Hi, all, I hope people don't mind me adding a few words here.

I think the key thing is Chris wants things to be done in an optimized
way. He welcomes others to collaborate, as long as it's properly
credited.

Upstream development is tiring and there are conflicts in tech detail
and ideas, making it hard to track who is more credited for one
implementation. But he has been super helpful as the behind the scene
hero for swap tables:

Back when I was unfamiliar with swap and sent the long series to
optimized it in a different direction two years ago:
https://lore.kernel.org/linux-mm/20231119194740.94101-1-ryncsn@gmail.com/ [1]
https://lore.kernel.org/linux-mm/20240326185032.72159-1-ryncsn@gmail.com/ [2]

Chris literally reviewed every patch of the first series super
carefully despite me being a beginner. And for the later series, he
pointed out that's not an optimal direction at all, and shared what he
thinks is the right direction to refractor swap systematically with me
off-list. Then we collabed to implement the swap allocator. That's
also the key prerequisite of the swap table.

For the swap table series, I already posted a completed series at May
this year that have implemented things basically covers until phase 3
(almost half year ago):
https://lore.kernel.org/linux-mm/20250514201729.48420-1-ryncsn@gmail.com/
[3]. And shared a workish branch that covers until phase 5 seeking for
collaboration later multiple times.

Despite swap table is already performing well and stable, and I was
also providing the info on how we can solve the VS issue (And the
redirection entry layer idea was completely introduced by Chris), the
feedback or review is stuck. And you can see VS is also stuck with
performance issues at that time.

I was in a rush and struggling with managing that long series, getting
it merged or reviewed, to enable next step developments. But lacking
upstream positive feedback or progress is really disencouraging, and I
hesitate to implement the later parts and even thought about giving
up. Again Chris helped to organize and rework a large proportion of
that series, so we are making real progress, and finally got phase I
merged, and phase II ready to be merged.

I thought the best approach is, having a clean basement for everyone
so we can compare the end result, without any history burdens, then we
can discuss further developments. And we are on track of that. And
IIRC, VS was also struggling with things like the direct swapin, slot
cache and other existing workarounds or the fuzzy API of swap, which
are all removed or solved by the swap table series.

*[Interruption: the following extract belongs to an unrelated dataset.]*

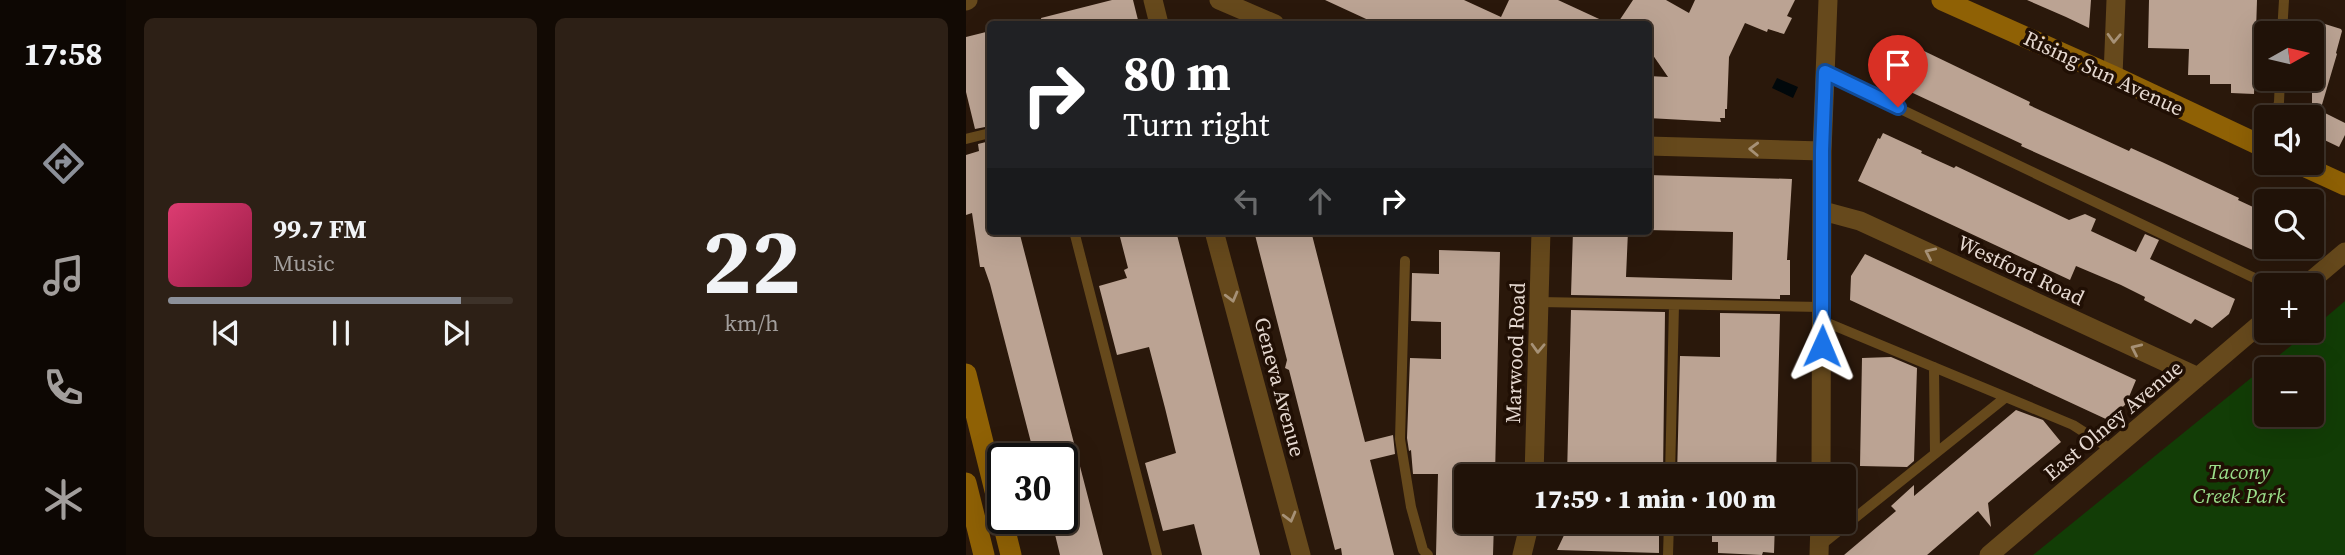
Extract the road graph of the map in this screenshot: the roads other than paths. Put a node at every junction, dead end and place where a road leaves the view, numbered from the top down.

We are all busy and may be unaware of others' work or history. (e.g.
Yosry once pointed out I ignored his previous work, and I apologized
for that [4]). It's understandable to me that misunderstandings and
implicit interests exist. And if you look closely at [1] and [2] and a
few other later series around swap cache, it's also getting very close
to the idea of unifying the swap routine to then have a common
metadata despite I having no idea of other's work and it is in a
different direction, [2] has already done removing the direct swapin
and use swap cache as the unified layer, [1] in 2023 is having similar
vibe, you can still find same ideas or even codes in the pending swap
table patch). But without the cluster idea and a prototype patch from
Chris, it would end up catastrophically in upstream. He shared the
idea proactively and helped to make later work possible, and so we
co-authored on many larter patches.

Link: https://lore.kernel.org/all/CAMgjq7DHFYWhm+Z0C5tR2U2a-N_mtmgB4+idD2S+-1438u-wWw@mail.gmail.com/
[4]

What I mean is from what I've seen, Chris has been open and friendly
and I never see him lack the spirit of sharing the ideas or
collaboration on that. As for the current tech issue, we are
definitely on track making major break though, let's just focus on
improving the swap and make progress :)